Tom grinned and put his fork down.
“Ma’am, at the grocery store.”

Adele joined them in the old study of the Meradan house while Nell helped her mother wash dishes.
“You are beautiful,” Adele told the Mexican girl who’d come with Tara.
“Thank you,” she extended her hand. “I am Amelia.”
“Does Nell’s mother know we’re lesbians?” Tara asked, taking out her cigarettes, remembering Adele’s belly, and then putting them back.
“She doesn’t even know Fenn is gay.
“Heck, I didn’t even really know I was gay till a few months ago.”
“But you know now?” Adele said, half mocking. “Otherwise you and my brother are going to have a very difficult relationship.”
Amelia chuckled right next to Tara and placed her head on the other woman’s shoulder.
“No,” Tom said with a smile, “I am definitely, definitely not straight, and you know what?” he said to Fenn. “We’ve definitely, definitely got to get a real place at the end of the school year.”
Fenn blinked at him.
“Or was that too soon?” Tom said.
“Hell, yeah it was too soon!” Tara said. Next to her, Amelia said, “We’re dykes and even we know it’s too soon.”
“I just hadn’t really thought about it,” was what Fenn said. “It does make a lot more sense than you coming to my tiny dorm room every night.”
“Well part of it is how much I want us to be together,” Tom admitted. “The other part is how much I don’t want to live in a dormitory anymore.”
“I guess I always thought I would go home for the summer and figure out something in the fall,” Fenn admitted. “But… if you think about it, there’s no need.”
He looked at Tom. “You’re right. At the end of the year let’s get a place.”

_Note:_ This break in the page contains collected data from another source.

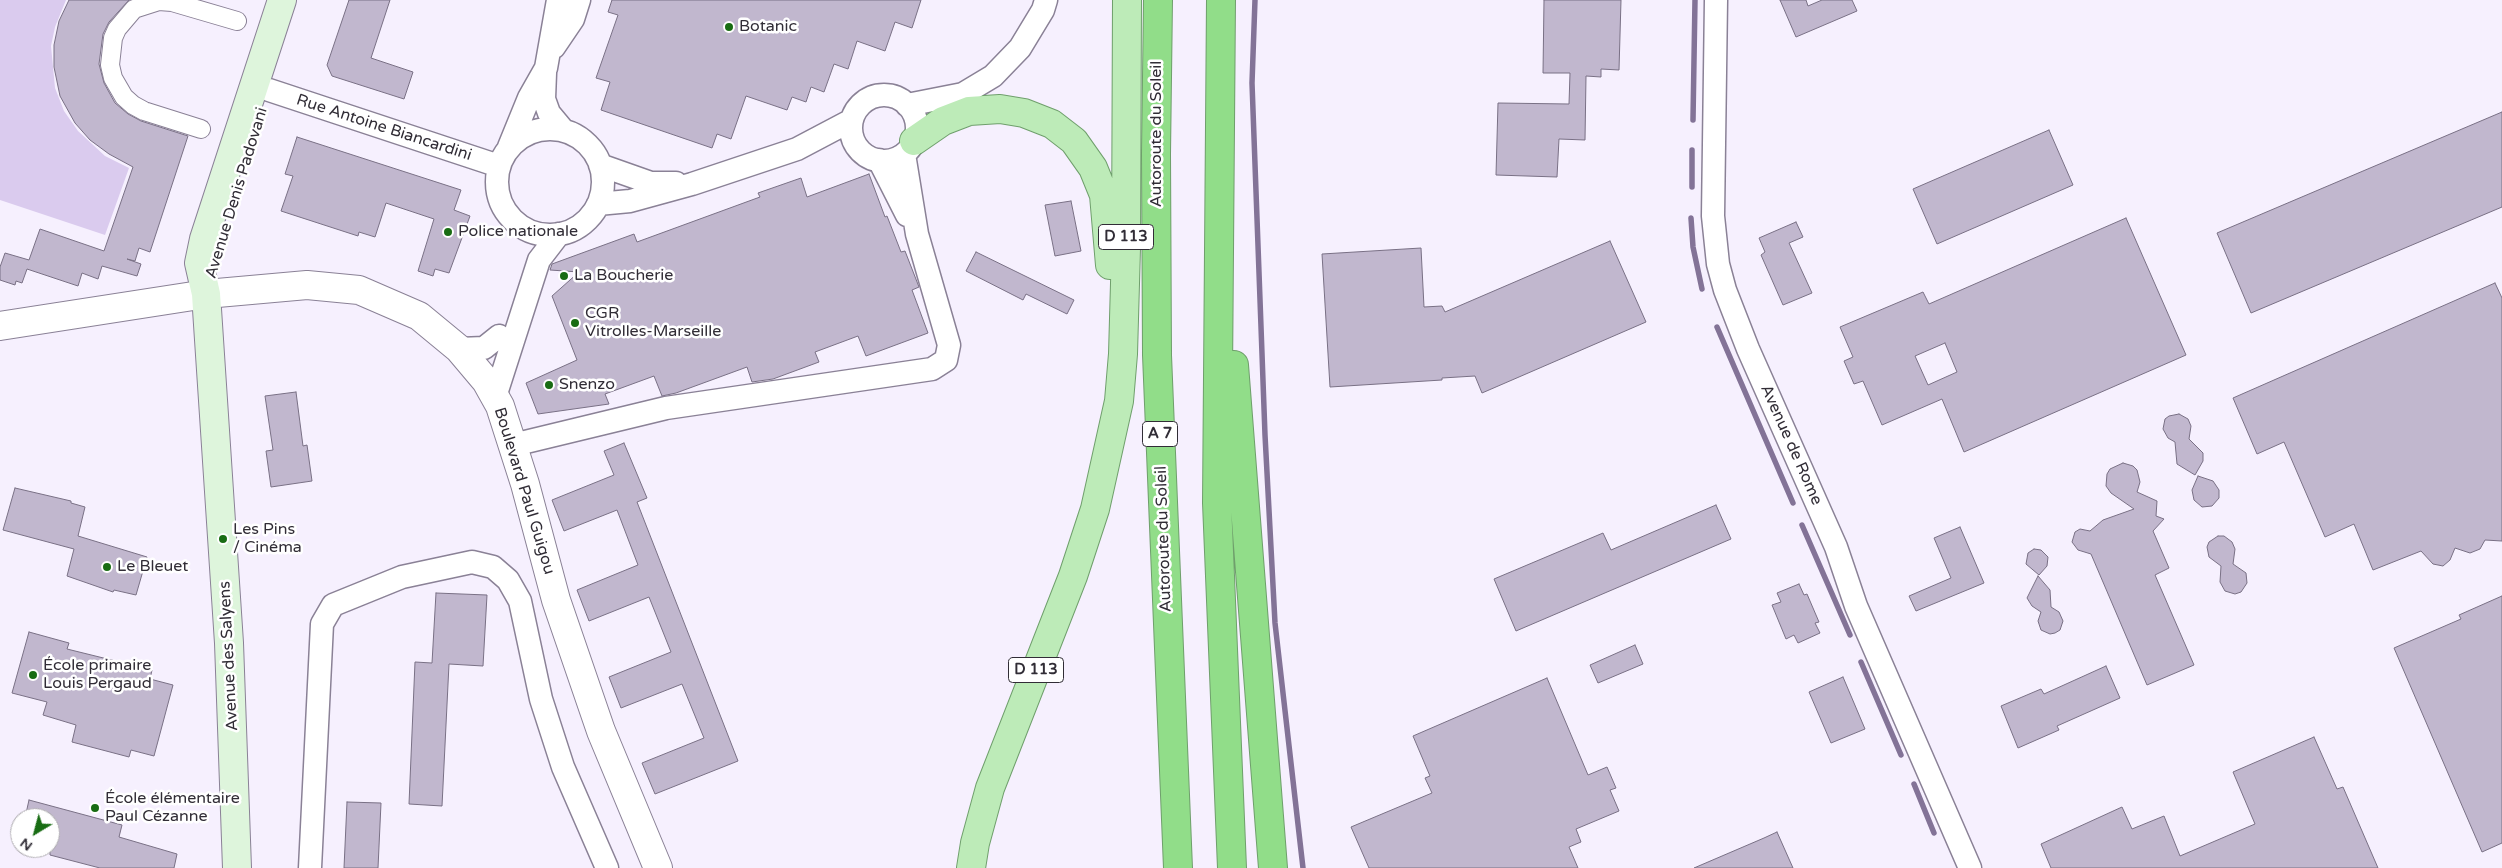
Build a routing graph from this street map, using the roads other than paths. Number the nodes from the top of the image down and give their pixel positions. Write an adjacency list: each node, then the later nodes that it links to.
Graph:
1 (282, 0): 31 (main road, Avenue Denis Padovani)
2 (299, 0): 13 (main road, Avenue Denis Padovani)
3 (558, 0): 12 (street)
4 (579, 0): 12 (street)
5 (1046, 0): 14 (street)
6 (1127, 0): 37 (main road, D 113)
7 (1149, 0): 21 (highway)
8 (1158, 0): 21 (highway, Autoroute du Soleil / A 7)
9 (1221, 0): 30 (highway)
10 (1716, 0): 46 (street, Avenue de Rome)
11 (237, 22): 16 (street)
12 (548, 60): 17 (street); 22 (street)
13 (269, 90): 22 (street, Rue Antoine Biancardini); 31 (main road, Avenue Denis Padovani)
14 (908, 105): 15 (street); 19 (street)
15 (852, 120): 18 (street); 20 (street)
16 (201, 128)
17 (564, 131): 22 (street); 24 (street)
18 (857, 147): 20 (street); 23 (street)
19 (909, 147): 23 (street); 29 (street); 37 (main road)
20 (797, 149): 25 (street)
21 (1156, 154): 43 (highway, Autoroute du Soleil / A 7)
22 (504, 157): 27 (street)
23 (879, 160): 29 (street)
24 (600, 165): 25 (street); 26 (street)
25 (692, 184): 26 (street)
26 (598, 204): 28 (street)
27 (523, 228): 28 (street); 33 (street)
28 (559, 234): 35 (street)
29 (916, 234): 36 (street)
30 (1219, 242): 44 (highway); 45 (highway)
31 (206, 294): 32 (street, Boulevard Paul Guigou); 34 (street, Boulevard Paul Guigou); 38 (main road, Avenue des Salyens)
32 (0, 326)
33 (499, 336): 34 (street); 35 (street)
34 (459, 349): 35 (street, Boulevard Paul Guigou)
35 (491, 389): 36 (street, Boulevard Paul Guigou)
36 (513, 445): 41 (street, Boulevard Paul Guigou)
37 (1104, 473): 42 (main road, D 113)
38 (237, 868)
39 (310, 868): 40 (street)
40 (607, 868)
41 (658, 868)
42 (971, 868)
43 (1178, 868)
44 (1232, 868)
45 (1273, 868)
46 (1970, 868)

“Don’t you want to come and see the apartment with me?”
Tom asked this question a few days before graduation when he was helping Fenn pack, and he had asked this question a few times earlier.
“Since you’re going to be paying for it,” Fenn said, “and since I’m not going to have a job for a while, doesn’t it make more sense if you find what you like?”
“I don’t care about that,” Tom declared. “In the end it’s going to be both of us.”
Fenn didn’t feel right about helping to pick out an apartment he wasn’t paying rent on, and what was more, he didn’t feel right about paying rent because he had planned to stay with his family for some time. This was Tom’s idea, let Tom go through with it.
He stopped in the middle of taping a box, though, and said, “When do you want me to come with you?”
“Tomorrow afternoon? When I get off work?”
There was so much hope in Tom’s face that Fenn couldn’t say no.

“I really like it,” Tom said, walking around the place. Hardwood floors, large windows. The apartment was in an old brick building off of Edison in view of Saint Agatha’s, the rival church to Fenn’s: Saint Barbara’s. The walls were beautifully white, and the kitchen was large.
“I can do wonders in here,” Fenn said, walking in and touching the black counter top. He opened the refrigerator. It worked.
“We’ll take it,” Tom said to the lady, wrapping a possessive arm around Fenn’s waist. It shocked him. Tom never hid the nature of his relationship with Fenn, and he could tell by Tom’s command, by the way he wrapped his arm about Fenn’s waist, that Tom was the husband in this relationship, which made Fenn the wife. His whole family was made of wives. He didn’t mind that. The idea of taking Tom’s shoes off and rubbing his feet, of taking care of a man, thrilled Fenn more than he wished to admit.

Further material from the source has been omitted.